Владимир Путин, наверное, уже пожалел, что у него была эта мечта: стать хозяином Олимпийских игр. Ведь как же раньше было хорошо: живет себе человек, сам определяет себе и сотням тысяч своих подчиненных задачи, и, главное, сам определяет критерии оценки результата, критерии успешности.
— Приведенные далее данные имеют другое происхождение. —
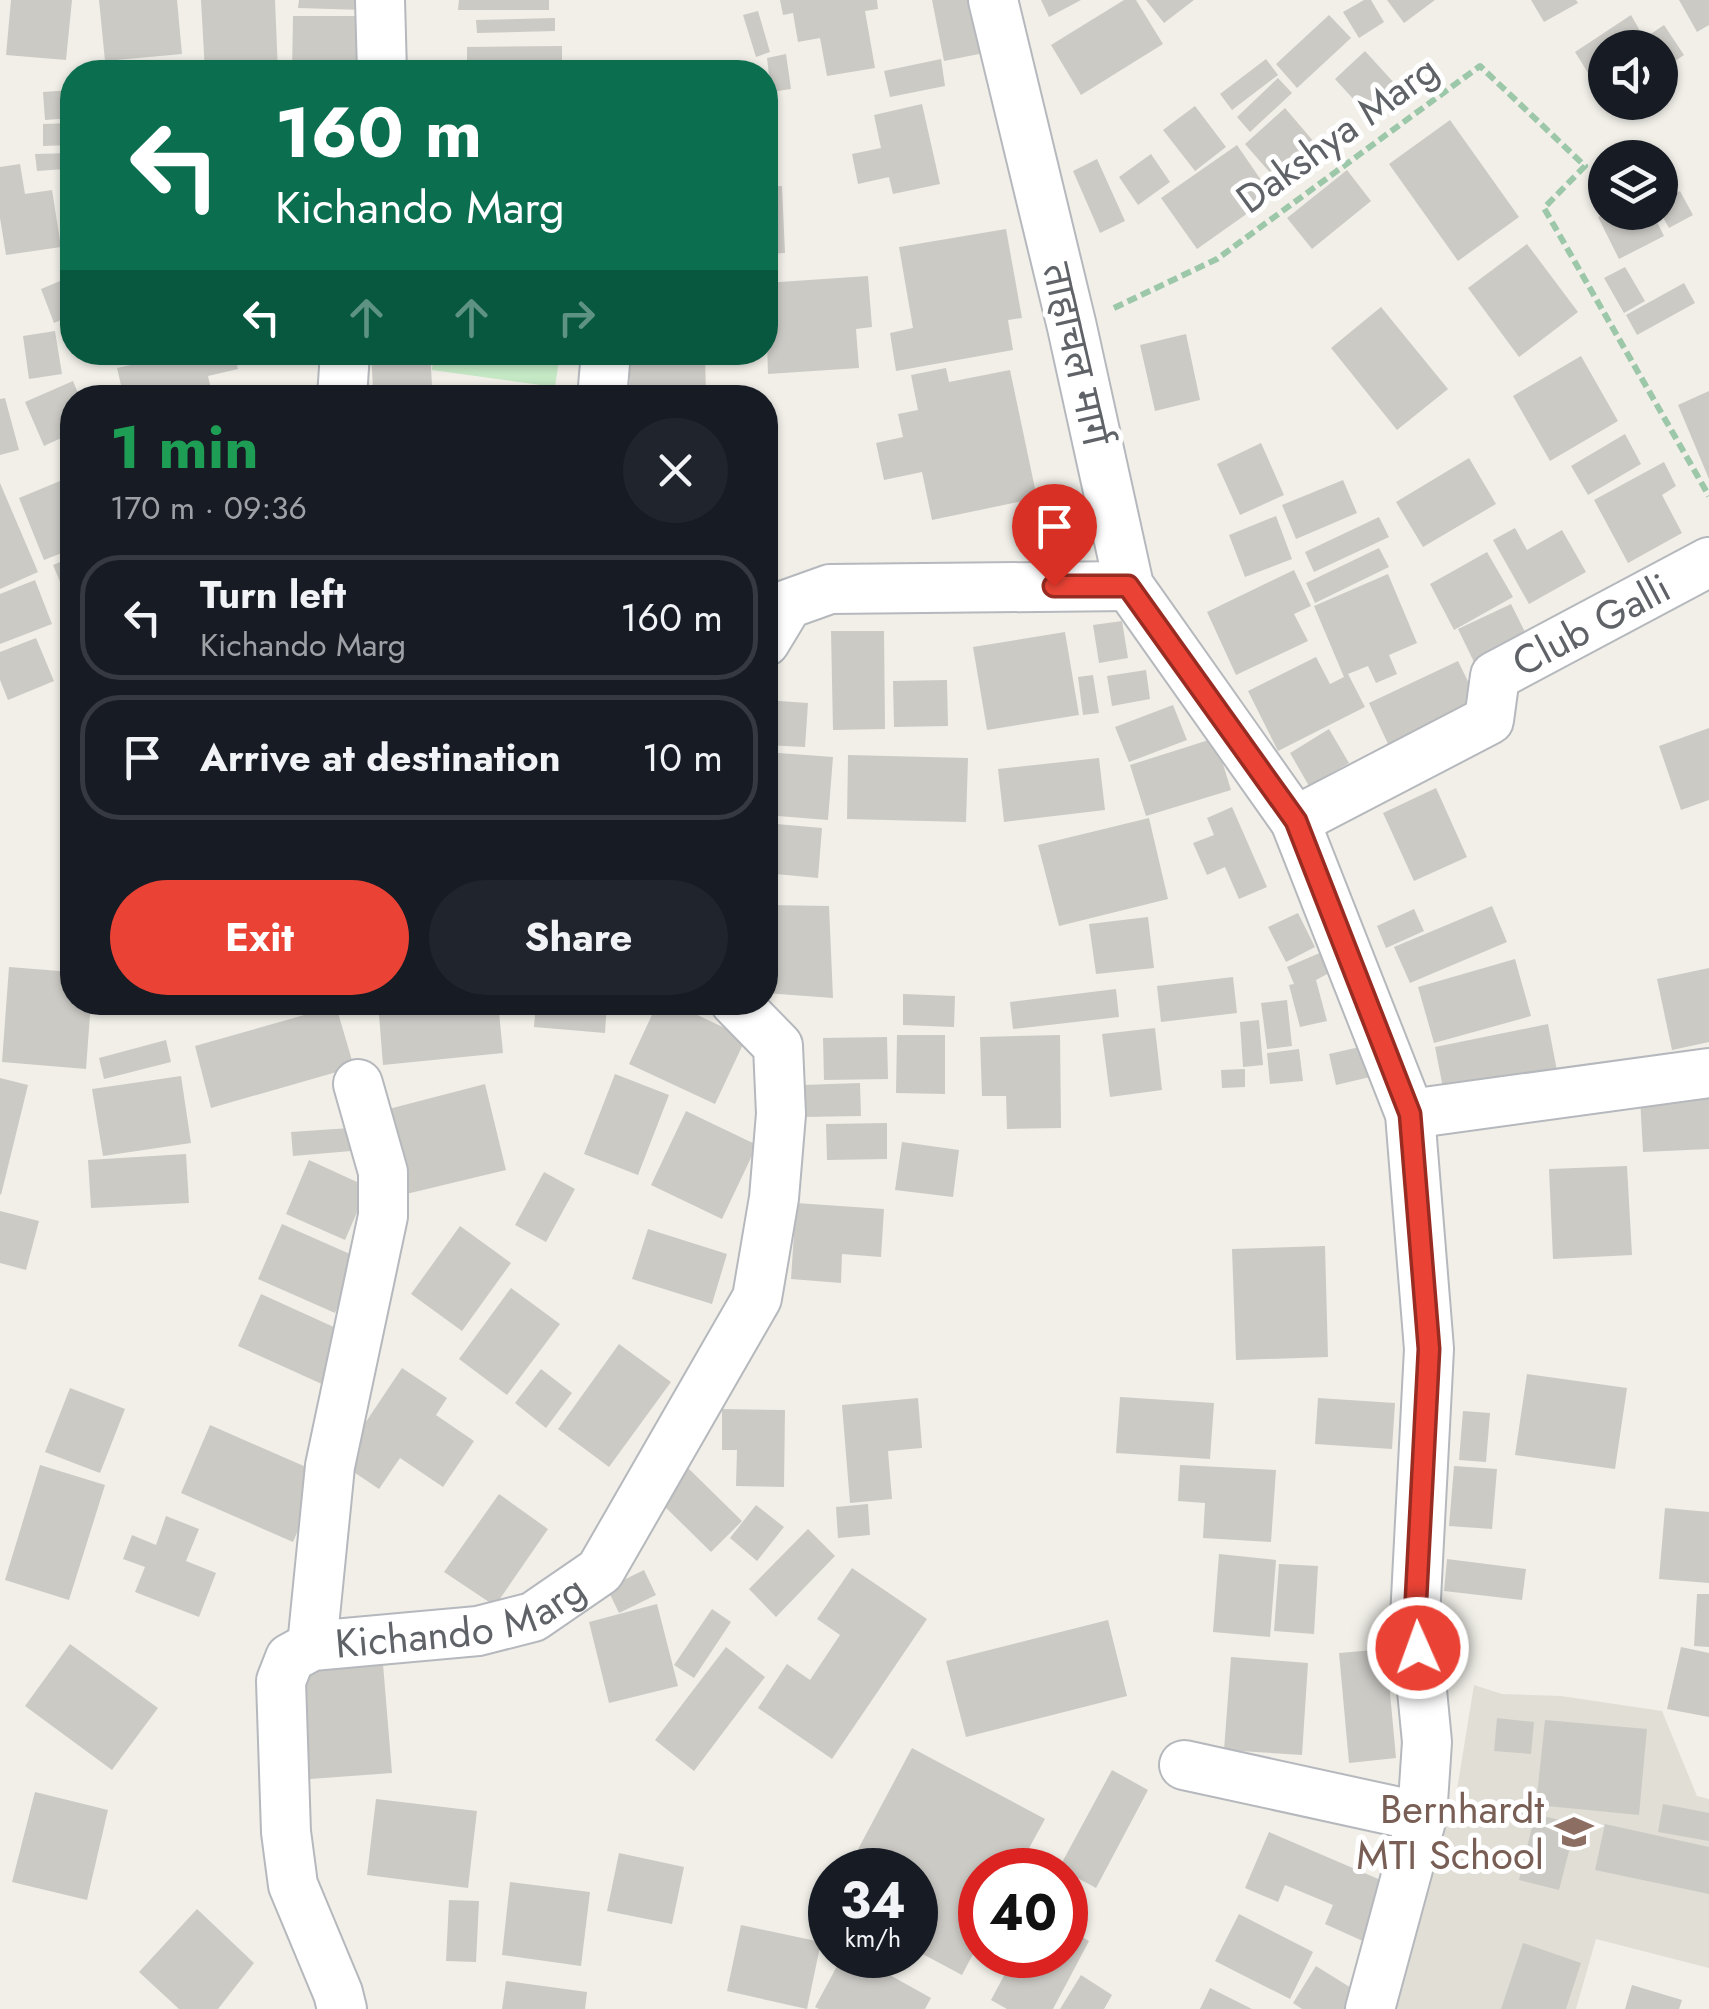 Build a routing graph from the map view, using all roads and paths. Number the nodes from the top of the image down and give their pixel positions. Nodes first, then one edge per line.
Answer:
1 (380, 0) edge
2 (994, 0) edge
3 (382, 60) edge
4 (1072, 328) junction
5 (1709, 496) edge
6 (1709, 562) edge
7 (1128, 586) junction
8 (778, 621) edge
9 (1296, 821) junction
10 (748, 1015) edge
11 (1709, 1073) edge
12 (358, 1084) dead end
13 (1410, 1114) junction
14 (312, 1646) junction
15 (1184, 1765) dead end
16 (1422, 1817) junction
17 (342, 2009) edge
18 (1370, 2009) edge

1 - 3 street
2 - 4 street, ताहाचल मार्ग
4 - 5 path, Dakshya Marg
4 - 7 street, ताहाचल मार्ग
6 - 9 street, Club Galli
7 - 8 street
7 - 9 street, ताहाचल मार्ग
9 - 13 street, ताहाचल मार्ग
10 - 14 street, Kichando Marg
11 - 13 street
12 - 14 street
13 - 16 street, ताहाचल मार्ग
14 - 17 street, Kichando Marg
15 - 16 street
16 - 18 street, ताहाचल मार्ग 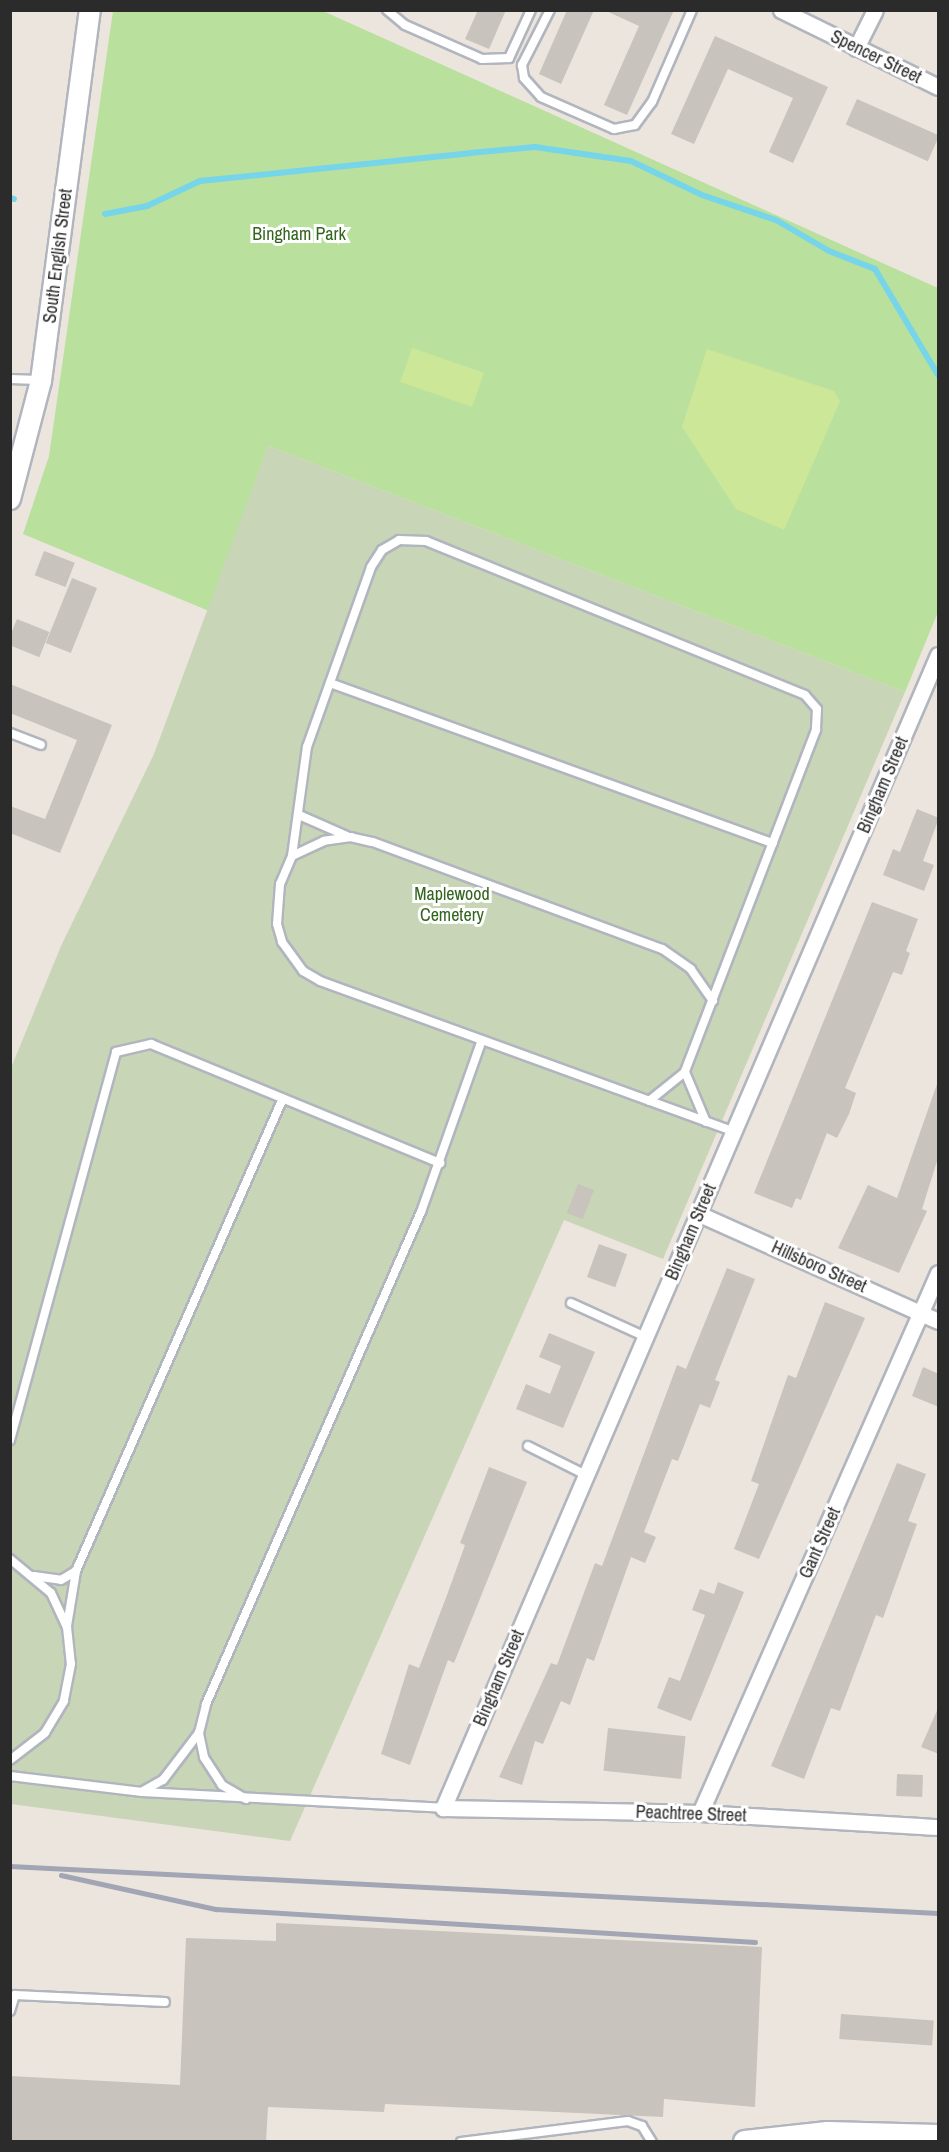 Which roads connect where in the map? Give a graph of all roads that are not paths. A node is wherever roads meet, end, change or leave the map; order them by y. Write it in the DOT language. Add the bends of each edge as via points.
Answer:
graph roads {
  1 [pos="90,10"];
  2 [pos="387,10"];
  3 [pos="531,10"];
  4 [pos="550,10"];
  5 [pos="693,10"];
  6 [pos="781,10"];
  7 [pos="875,10"];
  8 [pos="856,48"];
  9 [pos="509,58"];
  10 [pos="522,65"];
  11 [pos="939,87"];
  12 [pos="10,379"];
  13 [pos="41,381"];
  14 [pos="10,499"];
  15 [pos="939,655"];
  16 [pos="330,683"];
  17 [pos="10,733"];
  18 [pos="41,745"];
  19 [pos="299,815"];
  20 [pos="351,837"];
  21 [pos="773,843"];
  22 [pos="292,856"];
  23 [pos="712,1001"];
  24 [pos="482,1040"];
  25 [pos="686,1072"];
  26 [pos="283,1098"];
  27 [pos="649,1101"];
  28 [pos="706,1122"];
  29 [pos="734,1132"];
  30 [pos="440,1163"];
  31 [pos="699,1214"];
  32 [pos="939,1273"];
  33 [pos="571,1303"];
  34 [pos="922,1313"];
  35 [pos="939,1321"];
  36 [pos="646,1337"];
  37 [pos="10,1440"];
  38 [pos="528,1446"];
  39 [pos="586,1475"];
  40 [pos="10,1559"];
  41 [pos="76,1571"];
  42 [pos="34,1576"];
  43 [pos="67,1627"];
  44 [pos="199,1733"];
  45 [pos="10,1760"];
  46 [pos="10,1776"];
  47 [pos="142,1792"];
  48 [pos="246,1799"];
  49 [pos="443,1808"];
  50 [pos="700,1813"];
  51 [pos="939,1827"];
  52 [pos="165,2002"];
  53 [pos="10,2011"];
  54 [pos="933,2138"];
  55 [pos="461,2142"];
  56 [pos="652,2142"];
  57 [pos="745,2142"];
  1 -- 13 [label="street, South English Street"];
  2 -- 9 [label="lane" via="405,25 482,59"];
  3 -- 9 [label="lane"];
  4 -- 10 [label="lane"];
  5 -- 10 [label="lane" via="652,102 635,125 614,129 542,97 524,78"];
  6 -- 8 [label="street, Spencer Street"];
  7 -- 8 [label="street"];
  8 -- 11 [label="street, Spencer Street"];
  9 -- 10 [label="lane"];
  12 -- 13 [label="lane"];
  13 -- 14 [label="street, South English Street"];
  15 -- 29 [label="street, Bingham Street"];
  16 -- 19 [label="lane" via="307,747"];
  16 -- 21 [label="lane"];
  16 -- 21 [label="lane" via="376,558 399,540 426,541 812,701 817,709 816,730"];
  17 -- 18 [label="lane"];
  19 -- 20 [label="lane"];
  19 -- 22 [label="lane"];
  20 -- 22 [label="lane" via="324,841"];
  20 -- 23 [label="lane" via="662,949 691,969"];
  21 -- 23 [label="lane"];
  22 -- 24 [label="lane" via="280,884 277,924 282,942 303,971"];
  23 -- 25 [label="lane"];
  24 -- 27 [label="lane"];
  24 -- 30 [label="lane"];
  25 -- 27 [label="lane"];
  25 -- 28 [label="lane"];
  26 -- 30 [label="lane"];
  26 -- 37 [label="lane" via="151,1044 116,1052"];
  26 -- 41 [label="lane"];
  27 -- 28 [label="lane"];
  28 -- 29 [label="lane"];
  29 -- 31 [label="street, Bingham Street"];
  30 -- 44 [label="lane" via="211,1688"];
  31 -- 34 [label="street, Hillsboro Street"];
  31 -- 36 [label="street, Bingham Street"];
  32 -- 34 [label="street, Gant Street"];
  33 -- 36 [label="lane"];
  34 -- 35 [label="street, Hillsboro Street"];
  34 -- 50 [label="street, Gant Street"];
  36 -- 39 [label="street, Bingham Street"];
  38 -- 39 [label="lane"];
  39 -- 49 [label="street, Bingham Street"];
  40 -- 42 [label="lane"];
  41 -- 42 [label="lane" via="61,1580"];
  41 -- 43 [label="lane"];
  42 -- 43 [label="lane" via="51,1593"];
  43 -- 45 [label="lane" via="71,1664 64,1701 45,1733"];
  44 -- 47 [label="lane" via="163,1780"];
  44 -- 48 [label="lane" via="212,1773"];
  46 -- 47 [label="lane"];
  47 -- 48 [label="lane"];
  48 -- 49 [label="lane"];
  49 -- 50 [label="street, Peachtree Street"];
  50 -- 51 [label="street, Peachtree Street"];
  52 -- 53 [label="lane" via="15,1995"];
  54 -- 57 [label="main road" via="828,2133"];
  55 -- 56 [label="lane" via="484,2135 628,2121 642,2126"];
}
Была вот война на Кавказе. Поставили задачу: победно завершить войну. Часть боевиков перебили, часть амнистировали и выдали удостоверения сотрудников силовых структур, сепаратистское правительство в Грозном свергли. То, что молодежь по-прежнему «уходит в лес», каждодневно кого-то убивают и регулярно что-то взрывают, — это все неважно. И неважно, если какая-то «Новая газета» или какие-то правозащитники считают, что война продолжается. Владимир Путин убежден, что кавказская виктория бесспорна, потому что он сам решает, что является викторией, а что нет.
То же самое с экономикой. Критерии оценки экономической успешности — они ведь простые для Кремля: кризиса неплатежей нет, бюджетники не бунтуют, гремя пустыми кастрюлями, углеводороды текут по трубам туда, куда им положено, финансовые заначки у государства есть. И по всем этим показателям все хорошо. А то, что есть и другие критерии оценки экономической состоятельности государства, — мы об этом не знаем и знать не хотим.
Так по всем фронтам: по борьбе с коррупцией, по МВД, по армии, по космосу. Где хотите и в чем хотите — у нас либо полный успех, либо уверенное к успеху движение, потому что мы сами решаем, что успехом является, а что — нет.
В этом смысле с Олимпиадой Путин, конечно, влип. Парадоксально, но факт: сочинское олимпийское строительство, являющееся хоть и дорогостоящим, сложным, но все же локальным для страны проектом, стало главной проблемой путинского хозяйствования, путинской экономической, да и политической системы за все 13 путинских лет. Потому что критерии оценки успешности олимпийского строительства — это уже не то, что можно придумать самому себе и всей стране, взять с потолка. Пресловутый трамплин — это не борьба с терроризмом, которая ведется «в целом успешно». Трамплин — он либо есть, либо его нет. Сочинские дороги и гостиницы нельзя строить бесконечно, как бесконечно ведется борьба с коррупцией, — есть конкретные сроки их ввода в эксплуатацию, и они неумолимо приближаются. Все эти ледовые дворцы, бобслейные трассы — это не ГЛОНАСС, на который всему миру наплевать. На зимнюю Олимпиаду миру не наплевать. И миру придется все это скоро показать.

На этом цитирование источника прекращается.